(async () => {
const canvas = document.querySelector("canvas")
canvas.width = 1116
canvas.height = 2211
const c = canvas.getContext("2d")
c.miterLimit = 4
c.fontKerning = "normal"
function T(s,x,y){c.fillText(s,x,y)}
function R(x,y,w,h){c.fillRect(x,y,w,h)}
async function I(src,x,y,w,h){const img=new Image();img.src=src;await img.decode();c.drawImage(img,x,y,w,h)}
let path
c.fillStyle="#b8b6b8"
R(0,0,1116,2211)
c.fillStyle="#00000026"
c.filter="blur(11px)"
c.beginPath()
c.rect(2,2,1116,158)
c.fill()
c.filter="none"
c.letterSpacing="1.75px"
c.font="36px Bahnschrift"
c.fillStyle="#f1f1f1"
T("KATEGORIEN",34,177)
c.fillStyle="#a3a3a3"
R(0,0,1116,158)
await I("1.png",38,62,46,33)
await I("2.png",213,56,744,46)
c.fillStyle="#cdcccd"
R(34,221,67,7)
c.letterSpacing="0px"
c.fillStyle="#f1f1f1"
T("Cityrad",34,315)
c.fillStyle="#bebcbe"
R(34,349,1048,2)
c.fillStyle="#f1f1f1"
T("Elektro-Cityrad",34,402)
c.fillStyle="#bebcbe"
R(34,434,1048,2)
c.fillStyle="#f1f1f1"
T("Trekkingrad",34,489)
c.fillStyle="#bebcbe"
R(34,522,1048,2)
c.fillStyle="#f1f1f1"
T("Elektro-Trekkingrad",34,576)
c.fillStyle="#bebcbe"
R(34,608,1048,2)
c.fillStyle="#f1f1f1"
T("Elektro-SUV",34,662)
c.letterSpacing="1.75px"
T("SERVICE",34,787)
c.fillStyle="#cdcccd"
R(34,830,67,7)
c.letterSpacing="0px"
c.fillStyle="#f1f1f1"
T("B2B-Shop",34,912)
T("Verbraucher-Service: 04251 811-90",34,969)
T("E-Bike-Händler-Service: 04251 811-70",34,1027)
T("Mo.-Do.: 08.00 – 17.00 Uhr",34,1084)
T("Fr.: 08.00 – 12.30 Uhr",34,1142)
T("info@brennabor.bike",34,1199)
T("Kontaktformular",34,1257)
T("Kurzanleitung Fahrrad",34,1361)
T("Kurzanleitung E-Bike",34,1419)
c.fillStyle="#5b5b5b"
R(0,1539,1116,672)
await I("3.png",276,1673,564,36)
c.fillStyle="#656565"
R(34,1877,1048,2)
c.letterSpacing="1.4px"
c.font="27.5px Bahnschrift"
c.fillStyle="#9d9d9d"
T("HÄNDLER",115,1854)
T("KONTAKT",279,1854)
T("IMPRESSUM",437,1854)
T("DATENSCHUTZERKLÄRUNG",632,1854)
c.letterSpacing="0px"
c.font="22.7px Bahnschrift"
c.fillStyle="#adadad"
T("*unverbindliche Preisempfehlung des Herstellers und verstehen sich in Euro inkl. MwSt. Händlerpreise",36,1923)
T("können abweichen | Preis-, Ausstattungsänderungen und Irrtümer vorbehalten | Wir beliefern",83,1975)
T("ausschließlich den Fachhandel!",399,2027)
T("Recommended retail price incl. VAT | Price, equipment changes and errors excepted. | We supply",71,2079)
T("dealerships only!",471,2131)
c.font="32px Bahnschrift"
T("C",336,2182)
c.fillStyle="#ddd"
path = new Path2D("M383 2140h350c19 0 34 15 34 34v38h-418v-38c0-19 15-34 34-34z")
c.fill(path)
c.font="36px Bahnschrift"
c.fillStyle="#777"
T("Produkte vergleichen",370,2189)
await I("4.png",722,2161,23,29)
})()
━━━━━━━━
▶ _WHAT YOU WILL DO_: Out of the material above, select every line that holds the string "function".

▶ _WRITTEN SOLUTION_:
function T(s,x,y){c.fillText(s,x,y)}
function R(x,y,w,h){c.fillRect(x,y,w,h)}
async function I(src,x,y,w,h){const img=new Image();img.src=src;await img.decode();c.drawImage(img,x,y,w,h)}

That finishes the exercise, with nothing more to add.